Several types of rigs have proven to work well here in the Bay. The umbrella rig seems to work the best especially when the fish are more scattered. Umbrellas typically were 20” with 4 arms and 8 or 9 teasers. Many Captains have switched to the 15” and 12”. They work well and are much easier to pull in. The old standby colors for the shads- yellow and white are effective. However when the fish are reluctant try the sparkle shads and the hologram with metal foil inserts. Last year I did real well on the chartreuse and clear glitter. Also when the water is cloudy try darker colors even black or purple. For the fall and winter I especially like the packman type parachutes in black, purple, green, chartreuse and white. Try trolling a couple of 20” umbrellas with double 6 ounce parachutes on your 100 foot lines without any other weights and a couple of 12” umbrellas on your 150’ and 200’ lines.

When the big rock bunch up good in late November and December, go to double and single rigs. You do not need to drag in two 20 to 30 pound fish on one rig. It’s hard on your equipment and your arms. Winning combinations last year were the 20 ounce and 12 ounce combo and the 12 ounce and 8 ounce rigs. Combinations also work well with 48 ounce and 32, 32 and 28-ounce mojo type rigs. Use 9” or 12” double hooked shads with these baits. Move your trailer hook as far forward as possible to get maximum action on the shad. Last year single rigged parachutes were quite effective especially on the very long lines and board lines. The packman chutes especially those with the sparkle finish get the fish’s attention. Try sizes from 4 ounces to 12 ounces. Make sure they have at least a 9/0 hook if you are targeting the bigger fish.

Pay attention to the current flow. Even though the fish may be plentiful they do not feed all day as a rule. Look for them to bite during a moving tide.
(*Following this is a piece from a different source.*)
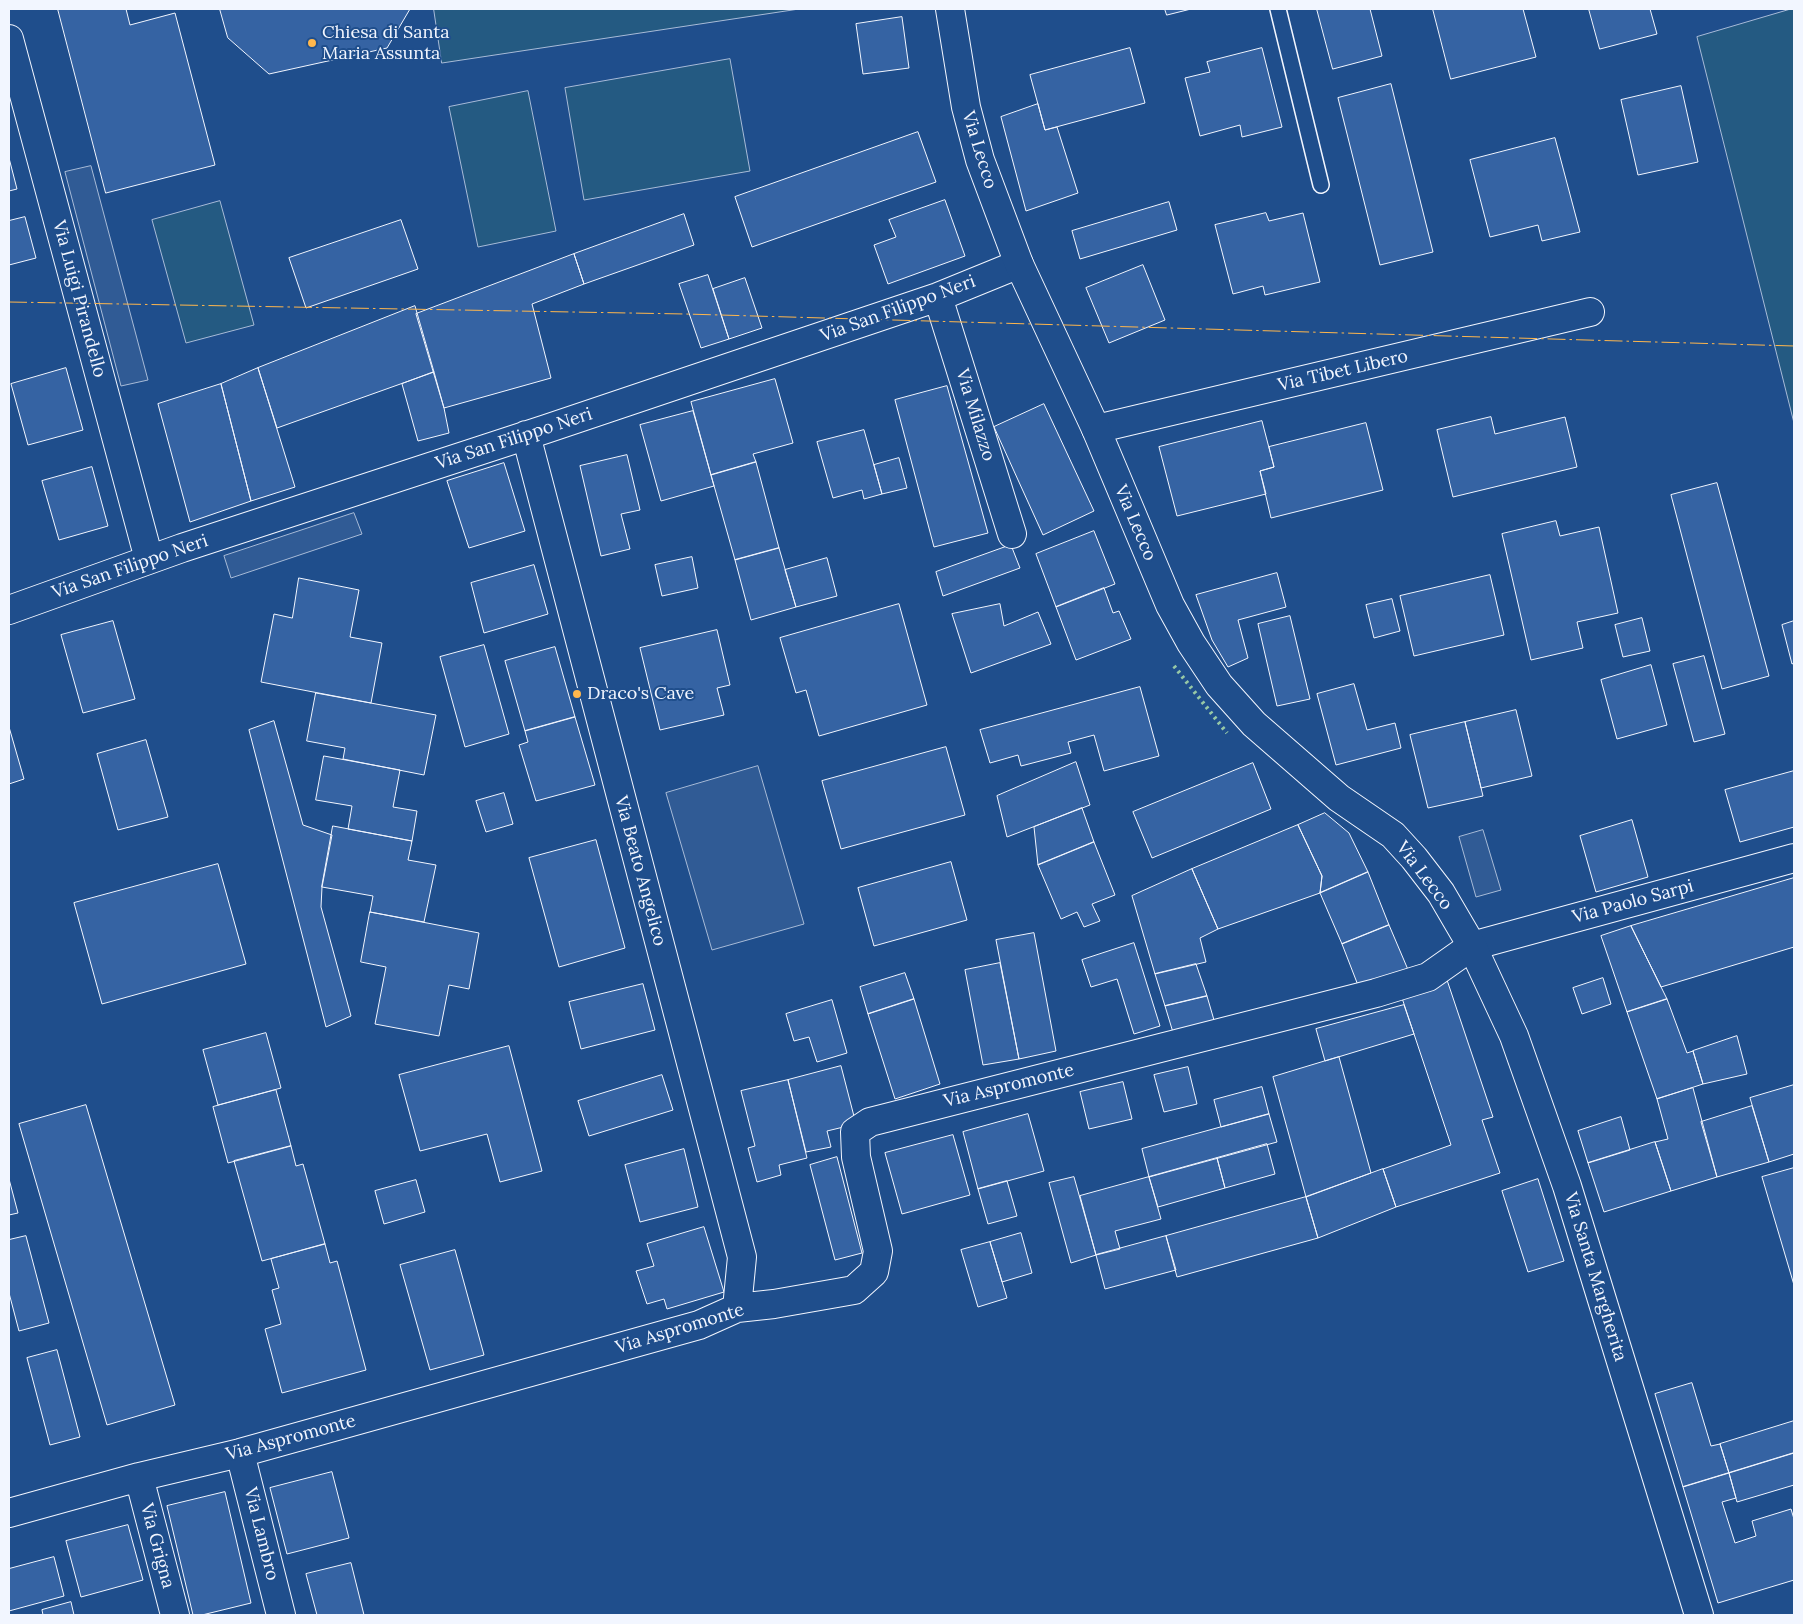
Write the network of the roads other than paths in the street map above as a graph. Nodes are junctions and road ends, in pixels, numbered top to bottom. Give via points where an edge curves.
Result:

Tide tables can be used as a guide but cannot be relied on for accuracy. Observe the flow as you pass by demarks or crab pot markers. And be where you need to be during the heavy flows.

These predator fish like to drive the bait up against the ledges, so fish the drop offs and structure. You will get your limit quicker if you stay on the fish when you hook up. Make sure you mark your hookups on your GPS and really pound the productive areas.

For added fun fish one of the local tournaments such as the Casey Neal Rogers Memorial Rockfish Tournament on November 17th. See this publication for more information.

We are moving into a very exciting season for fishing the mid and lower Chesapeake. Make plans now to get out. Book a trip and/or get your own boat and gear ready. Above all pick your days and be safe. You do not want to be out there in a small boat when the seas are up and the wind is blowing over 15 mph.

I anticipate a fabulous season for 2007 with more and bigger fish than ever!